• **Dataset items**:

━━━━━━━━

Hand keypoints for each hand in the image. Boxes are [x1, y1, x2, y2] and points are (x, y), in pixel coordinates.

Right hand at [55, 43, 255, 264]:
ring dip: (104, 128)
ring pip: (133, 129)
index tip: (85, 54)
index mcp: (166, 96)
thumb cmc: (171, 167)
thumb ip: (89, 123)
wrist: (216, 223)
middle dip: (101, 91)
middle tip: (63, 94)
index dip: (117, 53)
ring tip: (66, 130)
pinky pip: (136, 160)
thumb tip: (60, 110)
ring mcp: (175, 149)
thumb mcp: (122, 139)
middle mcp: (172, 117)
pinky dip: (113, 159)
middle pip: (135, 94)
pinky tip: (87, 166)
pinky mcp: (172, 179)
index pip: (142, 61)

━━━━━━━━

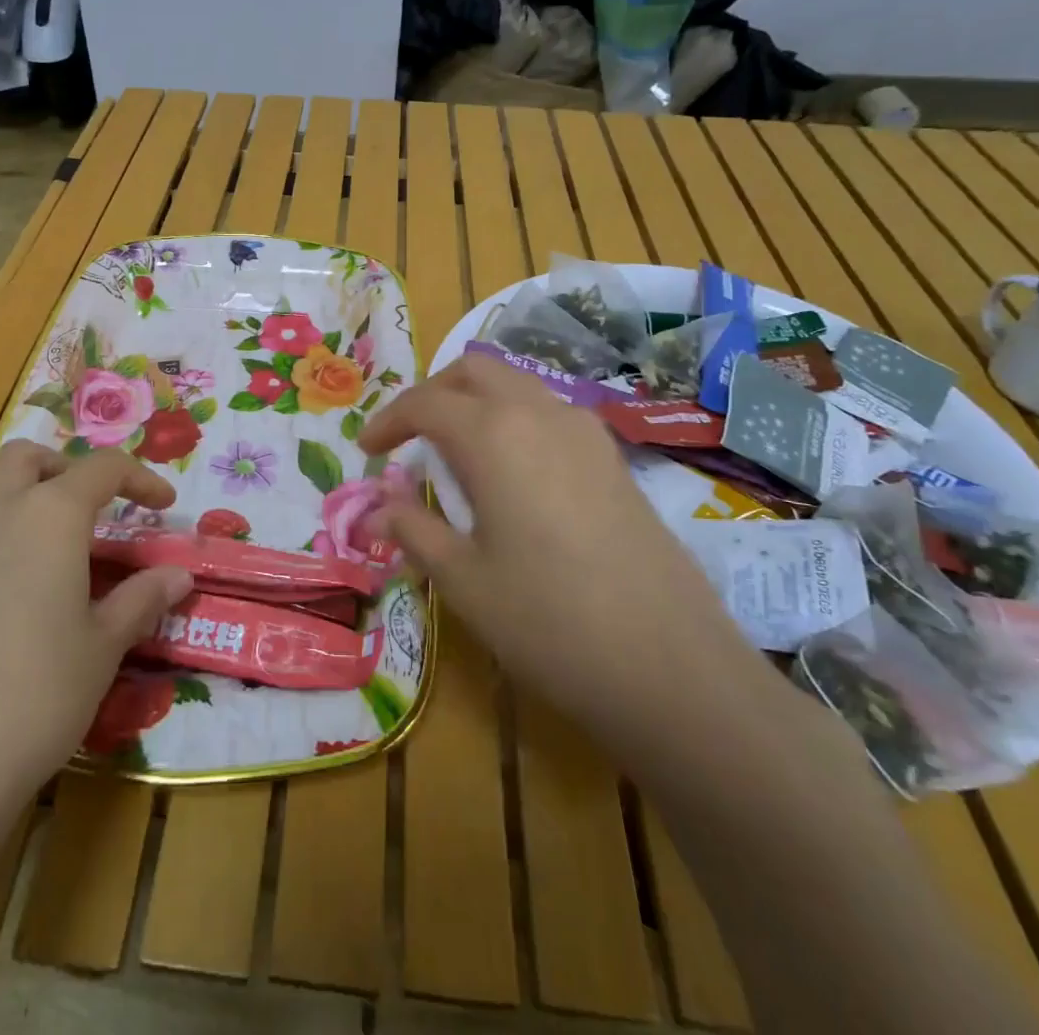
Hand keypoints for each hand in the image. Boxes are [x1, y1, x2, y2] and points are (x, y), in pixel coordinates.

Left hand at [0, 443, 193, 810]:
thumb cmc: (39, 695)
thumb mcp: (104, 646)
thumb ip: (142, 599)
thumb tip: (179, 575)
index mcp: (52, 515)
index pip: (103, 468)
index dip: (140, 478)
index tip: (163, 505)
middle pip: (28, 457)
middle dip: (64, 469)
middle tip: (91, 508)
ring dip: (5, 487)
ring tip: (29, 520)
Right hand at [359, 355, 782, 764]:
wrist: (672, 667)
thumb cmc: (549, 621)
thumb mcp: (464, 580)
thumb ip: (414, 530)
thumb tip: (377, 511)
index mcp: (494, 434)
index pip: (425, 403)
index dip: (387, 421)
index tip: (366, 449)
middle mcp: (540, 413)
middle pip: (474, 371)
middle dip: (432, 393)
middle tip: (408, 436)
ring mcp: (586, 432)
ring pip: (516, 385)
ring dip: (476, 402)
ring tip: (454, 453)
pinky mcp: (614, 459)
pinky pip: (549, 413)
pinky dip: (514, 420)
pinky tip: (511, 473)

━━━━━━━━

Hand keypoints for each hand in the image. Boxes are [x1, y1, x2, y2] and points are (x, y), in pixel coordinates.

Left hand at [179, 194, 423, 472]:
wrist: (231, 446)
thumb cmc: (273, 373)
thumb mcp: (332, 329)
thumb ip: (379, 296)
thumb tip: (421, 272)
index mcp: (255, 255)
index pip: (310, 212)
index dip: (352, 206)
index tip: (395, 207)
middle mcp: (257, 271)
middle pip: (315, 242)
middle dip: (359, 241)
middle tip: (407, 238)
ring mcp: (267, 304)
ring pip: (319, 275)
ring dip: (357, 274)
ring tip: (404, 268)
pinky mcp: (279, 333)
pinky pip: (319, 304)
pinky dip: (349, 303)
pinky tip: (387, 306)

━━━━━━━━

• **Task details**: Taking the entries above, write out exactly the lines starting with the line containing "pinky dip: (113, 159)" and going on through the line containing "index pip: (142, 61)", both included, and nothing else.

• **Response below**:
pinky dip: (113, 159)
middle pip: (135, 94)
pinky tip: (87, 166)
pinky mcp: (172, 179)
index pip: (142, 61)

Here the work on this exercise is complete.